Stored items
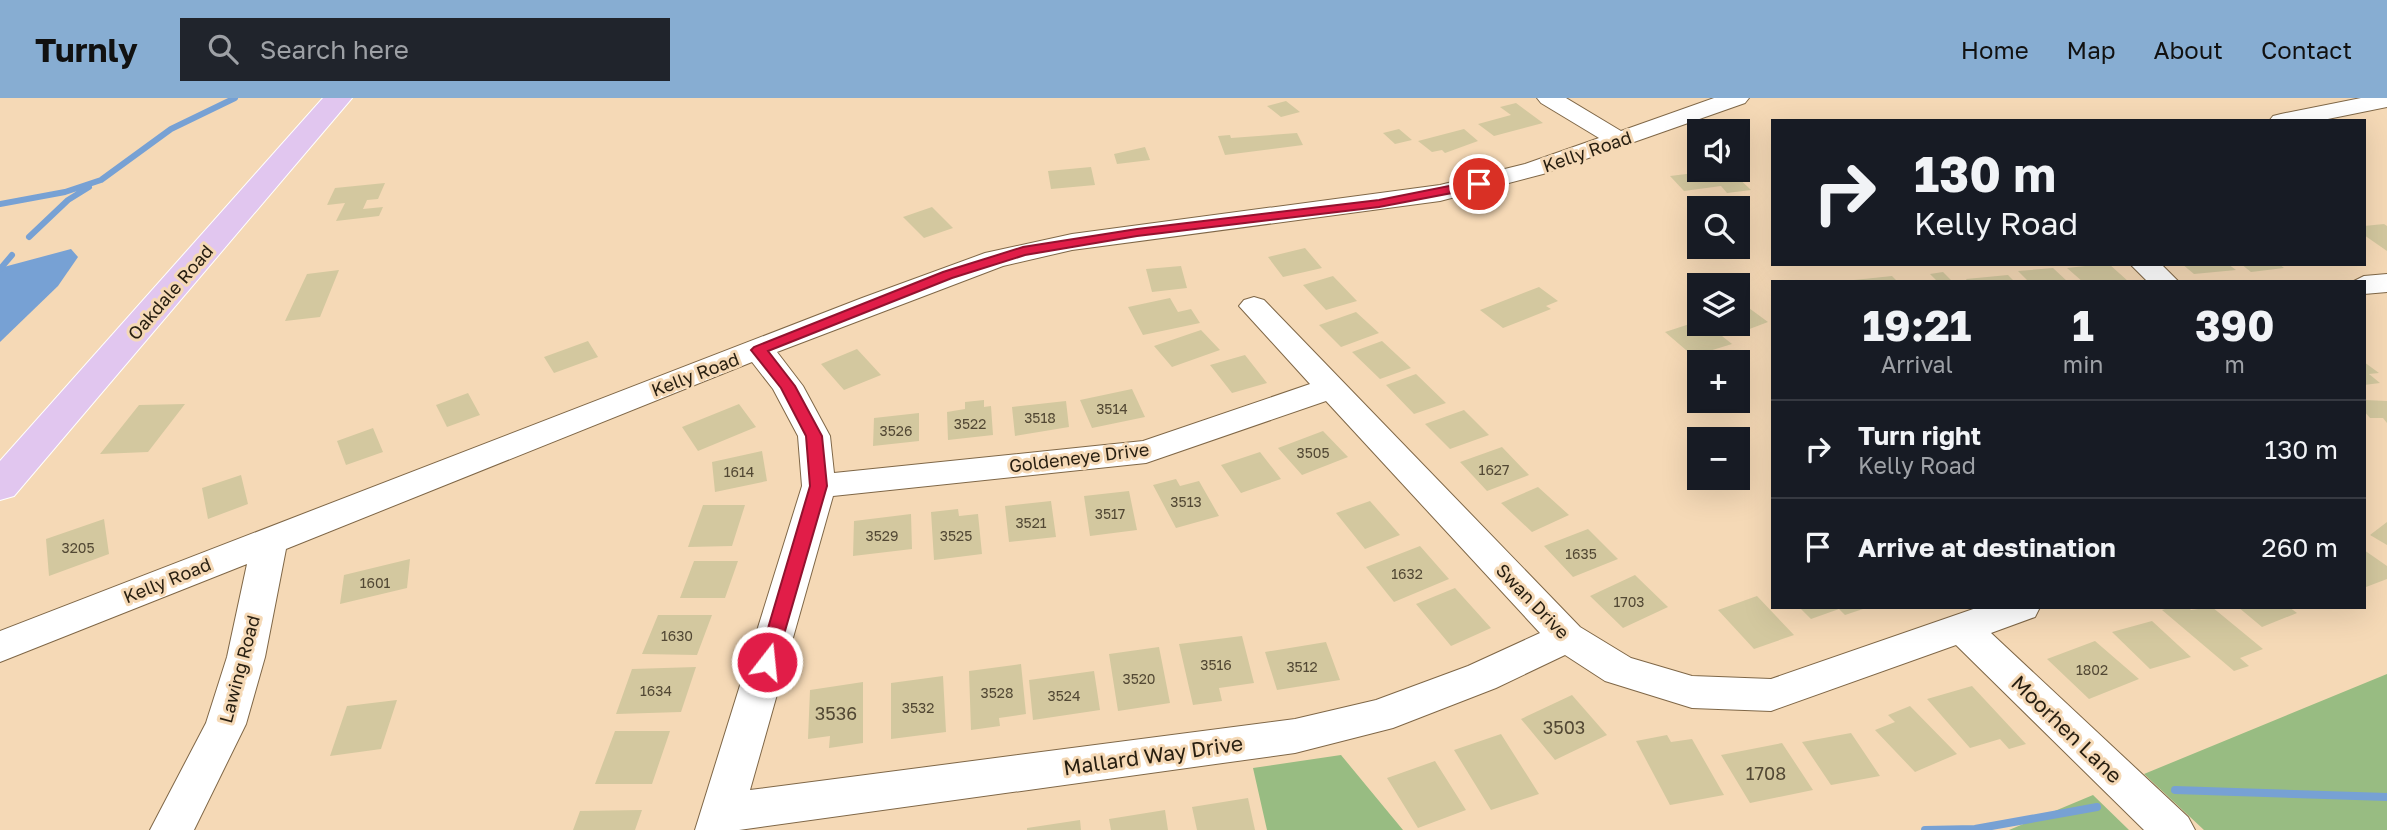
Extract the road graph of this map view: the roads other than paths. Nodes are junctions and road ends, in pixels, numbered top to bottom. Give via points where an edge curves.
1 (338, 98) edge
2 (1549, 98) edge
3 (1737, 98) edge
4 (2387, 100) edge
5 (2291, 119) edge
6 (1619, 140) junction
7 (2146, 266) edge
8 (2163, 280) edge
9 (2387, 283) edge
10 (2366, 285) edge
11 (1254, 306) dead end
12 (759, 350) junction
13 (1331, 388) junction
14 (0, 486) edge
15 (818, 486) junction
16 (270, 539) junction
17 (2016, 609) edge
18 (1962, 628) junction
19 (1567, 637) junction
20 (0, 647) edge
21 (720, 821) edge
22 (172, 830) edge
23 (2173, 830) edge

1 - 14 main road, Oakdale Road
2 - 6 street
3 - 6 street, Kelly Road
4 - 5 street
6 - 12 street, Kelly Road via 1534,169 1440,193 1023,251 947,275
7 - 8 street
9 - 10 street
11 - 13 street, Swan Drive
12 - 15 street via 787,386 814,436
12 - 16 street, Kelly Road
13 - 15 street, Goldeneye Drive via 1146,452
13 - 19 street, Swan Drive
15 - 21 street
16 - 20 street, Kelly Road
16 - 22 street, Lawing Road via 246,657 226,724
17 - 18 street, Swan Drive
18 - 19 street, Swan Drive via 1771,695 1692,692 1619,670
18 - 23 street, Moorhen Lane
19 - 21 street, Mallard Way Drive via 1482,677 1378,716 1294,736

### Directions
For this exercise, please reproduce the records above exactly and drop the images.

### Answer box
Extract the road graph of this map view: the roads other than paths. Nodes are junctions and road ends, in pixels, numbered top to bottom. Give via points where an edge curves.
1 (338, 98) edge
2 (1549, 98) edge
3 (1737, 98) edge
4 (2387, 100) edge
5 (2291, 119) edge
6 (1619, 140) junction
7 (2146, 266) edge
8 (2163, 280) edge
9 (2387, 283) edge
10 (2366, 285) edge
11 (1254, 306) dead end
12 (759, 350) junction
13 (1331, 388) junction
14 (0, 486) edge
15 (818, 486) junction
16 (270, 539) junction
17 (2016, 609) edge
18 (1962, 628) junction
19 (1567, 637) junction
20 (0, 647) edge
21 (720, 821) edge
22 (172, 830) edge
23 (2173, 830) edge

1 - 14 main road, Oakdale Road
2 - 6 street
3 - 6 street, Kelly Road
4 - 5 street
6 - 12 street, Kelly Road via 1534,169 1440,193 1023,251 947,275
7 - 8 street
9 - 10 street
11 - 13 street, Swan Drive
12 - 15 street via 787,386 814,436
12 - 16 street, Kelly Road
13 - 15 street, Goldeneye Drive via 1146,452
13 - 19 street, Swan Drive
15 - 21 street
16 - 20 street, Kelly Road
16 - 22 street, Lawing Road via 246,657 226,724
17 - 18 street, Swan Drive
18 - 19 street, Swan Drive via 1771,695 1692,692 1619,670
18 - 23 street, Moorhen Lane
19 - 21 street, Mallard Way Drive via 1482,677 1378,716 1294,736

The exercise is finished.